Medication reviews by a pharmacists in the hospital do not appear to reduce mortality or hospital readmissions, although they seem to reduce emergency department contacts. Similarly, medication reviews for nursing home residents do not to reduce mortality or hospitalisation – which is disappointing.

However, in these studies pharmacists and doctors are not working closely together as suggested by the PSA and AMA. This matters because studies have shown that doctors are more likely to change their medication management when there is a close collaboration with a pharmacist. This is not surprising as the basic requirements for effective teams are mutual trust, good communication and shared ideas.

A systematic review of pharmacists working in collaboration with GPs showed significant improvements in blood pressure, diabetes control, cholesterol levels and cardiovascular risk.
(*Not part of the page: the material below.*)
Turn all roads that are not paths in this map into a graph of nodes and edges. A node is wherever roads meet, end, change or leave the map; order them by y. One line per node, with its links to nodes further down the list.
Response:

Another review suggested similar benefits as well as a positive impact on drug-related problems.

A recent trial confirmed that pharmacists working in primary health clinics are succesful in identifying and resolving medication related problems and improving medication adherance. The PINCER trial concluded that pharmacist feedback, educational outreach and dedicated support in a general practice setting was cost-effective and reduced medication errors.
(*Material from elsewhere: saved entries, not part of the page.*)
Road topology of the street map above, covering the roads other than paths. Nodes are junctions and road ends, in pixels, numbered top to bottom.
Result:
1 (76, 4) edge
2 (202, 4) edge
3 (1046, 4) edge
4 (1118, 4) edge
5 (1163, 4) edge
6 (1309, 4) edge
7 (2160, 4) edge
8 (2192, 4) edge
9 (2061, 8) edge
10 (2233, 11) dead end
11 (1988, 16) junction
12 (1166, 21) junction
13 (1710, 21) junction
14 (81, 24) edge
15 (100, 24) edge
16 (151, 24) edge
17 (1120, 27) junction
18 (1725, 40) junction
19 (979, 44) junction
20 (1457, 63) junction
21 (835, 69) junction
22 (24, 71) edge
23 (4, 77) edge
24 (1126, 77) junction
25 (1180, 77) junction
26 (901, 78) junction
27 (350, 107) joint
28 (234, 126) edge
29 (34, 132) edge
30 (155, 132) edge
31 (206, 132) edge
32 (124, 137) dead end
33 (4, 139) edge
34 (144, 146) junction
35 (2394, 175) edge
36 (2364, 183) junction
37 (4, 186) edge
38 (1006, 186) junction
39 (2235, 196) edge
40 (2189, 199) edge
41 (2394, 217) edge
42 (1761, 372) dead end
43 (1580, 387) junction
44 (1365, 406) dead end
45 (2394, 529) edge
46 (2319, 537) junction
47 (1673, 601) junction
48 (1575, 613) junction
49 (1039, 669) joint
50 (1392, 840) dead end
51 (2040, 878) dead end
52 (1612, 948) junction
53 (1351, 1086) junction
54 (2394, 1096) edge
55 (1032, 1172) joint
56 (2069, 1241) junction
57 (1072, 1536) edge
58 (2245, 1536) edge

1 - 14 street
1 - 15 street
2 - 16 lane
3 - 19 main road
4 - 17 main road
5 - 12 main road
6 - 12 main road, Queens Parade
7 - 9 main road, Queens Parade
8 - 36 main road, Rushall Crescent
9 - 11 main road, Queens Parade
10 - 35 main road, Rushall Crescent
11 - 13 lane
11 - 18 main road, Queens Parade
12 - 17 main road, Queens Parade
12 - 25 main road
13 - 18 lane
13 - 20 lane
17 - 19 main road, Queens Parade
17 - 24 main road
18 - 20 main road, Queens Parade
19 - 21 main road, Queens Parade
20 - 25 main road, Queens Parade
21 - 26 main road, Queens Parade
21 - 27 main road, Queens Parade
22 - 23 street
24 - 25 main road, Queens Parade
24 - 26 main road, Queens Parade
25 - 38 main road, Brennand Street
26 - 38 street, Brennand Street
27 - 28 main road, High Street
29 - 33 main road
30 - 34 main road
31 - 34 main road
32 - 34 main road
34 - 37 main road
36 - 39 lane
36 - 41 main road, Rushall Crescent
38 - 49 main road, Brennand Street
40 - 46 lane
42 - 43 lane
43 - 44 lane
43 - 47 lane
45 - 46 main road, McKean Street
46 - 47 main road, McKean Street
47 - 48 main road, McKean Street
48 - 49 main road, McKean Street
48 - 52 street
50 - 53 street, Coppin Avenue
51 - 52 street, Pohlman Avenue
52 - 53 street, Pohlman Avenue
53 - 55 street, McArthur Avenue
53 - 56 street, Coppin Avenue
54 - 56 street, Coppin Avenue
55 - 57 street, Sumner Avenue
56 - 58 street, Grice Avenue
Whether the pharmacist-doctor partnership reduces hospital admissions is less clear-cut. An independent analysis by Deloitte Access Economics (commissioned by the AMA) suggests that every $1 invested in the PSA-AMA model would generate $1.56 in savings to the health system, delivering a net saving of $544.8 million over four years.

The benefits

I spoke to Dr Steve Wilson, Chairman of the AMA (WA) Council of General Practice and senior Lecturer at the School of Medicine, University of Notre Dame.

“We recognised the need for, and the advantage of, having pharmacists within the practice team,” says Wilson. “We have looked at both sides of the coin, the good and the bad, advantages and risks. We have explored the various financial models, for example whether pharmacists should be employed directly, or contracted, and whether to follow the Practice Nurse incentive Payment model or the Mental Health Nurse model.”
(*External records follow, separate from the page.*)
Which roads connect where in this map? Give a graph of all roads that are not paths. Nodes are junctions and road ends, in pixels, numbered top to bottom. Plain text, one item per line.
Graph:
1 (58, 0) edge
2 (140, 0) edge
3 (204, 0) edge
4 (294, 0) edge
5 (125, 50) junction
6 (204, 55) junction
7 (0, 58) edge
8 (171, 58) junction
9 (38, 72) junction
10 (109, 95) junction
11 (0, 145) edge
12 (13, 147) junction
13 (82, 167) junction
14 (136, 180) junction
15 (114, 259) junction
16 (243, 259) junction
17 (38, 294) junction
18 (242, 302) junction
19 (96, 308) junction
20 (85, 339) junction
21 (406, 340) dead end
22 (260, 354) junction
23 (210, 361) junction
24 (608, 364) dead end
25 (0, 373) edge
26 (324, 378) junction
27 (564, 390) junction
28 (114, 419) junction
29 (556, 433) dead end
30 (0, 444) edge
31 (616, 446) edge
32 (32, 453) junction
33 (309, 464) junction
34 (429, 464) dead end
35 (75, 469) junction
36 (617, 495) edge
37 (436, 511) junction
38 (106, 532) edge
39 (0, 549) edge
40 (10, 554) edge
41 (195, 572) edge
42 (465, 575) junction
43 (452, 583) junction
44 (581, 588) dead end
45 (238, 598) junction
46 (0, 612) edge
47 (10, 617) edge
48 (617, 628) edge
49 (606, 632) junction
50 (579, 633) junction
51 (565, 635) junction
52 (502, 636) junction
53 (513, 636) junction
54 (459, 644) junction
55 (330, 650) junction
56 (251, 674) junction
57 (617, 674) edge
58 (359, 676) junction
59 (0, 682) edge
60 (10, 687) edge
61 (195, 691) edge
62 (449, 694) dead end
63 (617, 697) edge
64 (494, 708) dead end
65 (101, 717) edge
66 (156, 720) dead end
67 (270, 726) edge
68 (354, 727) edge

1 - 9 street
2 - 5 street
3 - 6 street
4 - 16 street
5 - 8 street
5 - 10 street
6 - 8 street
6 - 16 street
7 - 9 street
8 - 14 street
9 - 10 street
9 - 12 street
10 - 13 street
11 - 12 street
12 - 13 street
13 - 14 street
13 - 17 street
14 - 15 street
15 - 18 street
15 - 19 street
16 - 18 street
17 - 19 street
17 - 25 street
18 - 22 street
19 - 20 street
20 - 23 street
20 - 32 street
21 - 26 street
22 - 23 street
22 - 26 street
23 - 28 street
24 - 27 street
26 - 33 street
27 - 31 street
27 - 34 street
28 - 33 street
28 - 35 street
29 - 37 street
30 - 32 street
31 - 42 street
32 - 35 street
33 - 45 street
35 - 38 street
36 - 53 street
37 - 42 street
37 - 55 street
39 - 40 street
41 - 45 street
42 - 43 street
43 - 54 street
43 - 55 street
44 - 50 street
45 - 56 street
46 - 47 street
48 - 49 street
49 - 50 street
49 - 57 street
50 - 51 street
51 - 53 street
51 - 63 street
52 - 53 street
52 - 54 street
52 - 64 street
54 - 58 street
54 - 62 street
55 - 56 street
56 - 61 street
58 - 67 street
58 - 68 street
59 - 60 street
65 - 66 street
Dr Wilson said the strengths of the proposal are:

  • Quality use of medications as over-arching principle
  • In-house reviews as opposed to out-of-house
  • Medication interaction checking
  • Reviewing the currency of medications, for example deleting old antibiotics still on the list
  • Screening for adverse medication events or omissions such as whether medications can be reduced or stopped, or whether certain checks have been performed
  • Checking currency of tests, for example renal function for those on diuretics
  • Explaining medications to people, for example what side effects to look for
  • Working with those from culturally and linguistically diverse people or a non-English speaking background, people more than five medications, people with early cognitive impairment etc
  • Quality Use of Medications meetings within the practice, attracting CPD points

The Pharmacist in General Practice Incentive (PIGPI) system would be structured in the same way as the existing incentive payments provided for nurses working in general practice.

Dr Wilson: “The risk of the program is low, it’s voluntary, doctors and patients don’t have to participate. It’s up to the GP practice to make it work and customise it to their circumstances. There are financial incentives for rural practices. Also practices can share a pharmacist, particularly when closely located to one another.”

“The evidence will build over time. The evaluation component will require input from hospitals and there may be a role for the Primary Health Networks and Local Hospital Networks.”

The proposal has been welcomed by the Consumers Health Forum (they’re requesting feedback here). Although there are clear benefits for patients, evidence-based medicine purists may argue that the evidence for cost-savings through a cooperative model is thin. However, the alternative is that we’re left with the non-cooperative model from the Pharmacy Guild – or no change at all.